Monotypien seien so eine Sache, meinte Juergen. Man agiere spontan, situativ und experimentell, nur wenig sei kontrollierbar, der Zufall sei ein fester Begleiter und man müsse sich auf seine situativen Entscheidungen verlassen können. Man müsse Vertrauen zu sich selbst haben. Und am Ende den Mut besitzen genau die Entscheidungen, die man getroffen hat, konsequent zu verfolgen. Bei der Monotypie sei auch schnell mal was vermanscht.

Juergen bat mich, einen Rückblick zu halten – von den drei Tagen, vom Arbeiten im Zwickelbüro. Ich sei ja schließlich die ganze Zeit dabeigewesen.

Also:

das Analytische: Juergen hat sich wohl auf die Zwickelformen konzentriert, auf die Fläche, auf die Kontur, auf das Verborgene im Thema, auf den Keil in der Unterhose oder dem Badeanzug.

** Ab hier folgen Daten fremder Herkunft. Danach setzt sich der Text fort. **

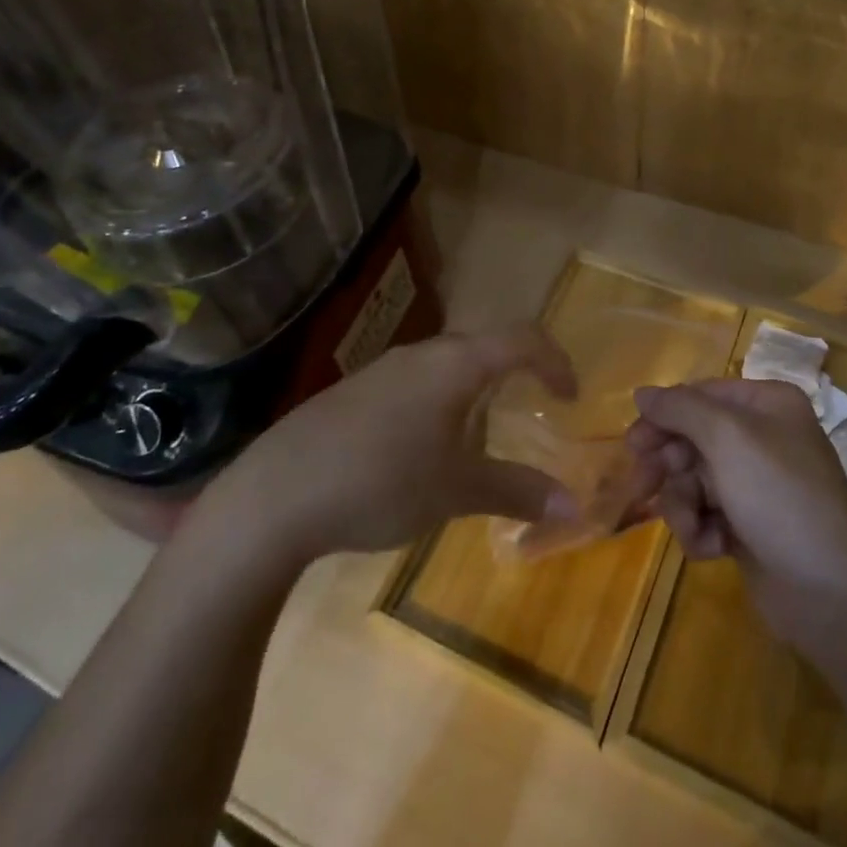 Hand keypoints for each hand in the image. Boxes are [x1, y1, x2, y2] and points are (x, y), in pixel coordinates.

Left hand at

Das Dynamische: Antje, inspiriert durch einen Bildband über Punkmode untersuchte malerisch das Dynamische, das Freiheitliche, das Konfrontative, das Verhältnis von Unordnung und Ordnung.

Das gegenseitig Befruchtende: man schaute auf sich, man schaute auf das, was der andere machte, man redete über die Dinge, über die Auffälligkeiten, man erklärte sich, man rechtfertigte, man vergewisserte sich, ob man auf dem richtigen Weg sei, man ließ beurteilen, ließ Auffälligkeiten beschreiben und traf Entscheidungen.

Das Experimentelle: Antje hat mit fuer sie neuen Materialien so einiges ausprobiert und Juergen hat versucht, das Drucken in Monotypien offen zu gestalten und dennoch besser zu kontrollieren.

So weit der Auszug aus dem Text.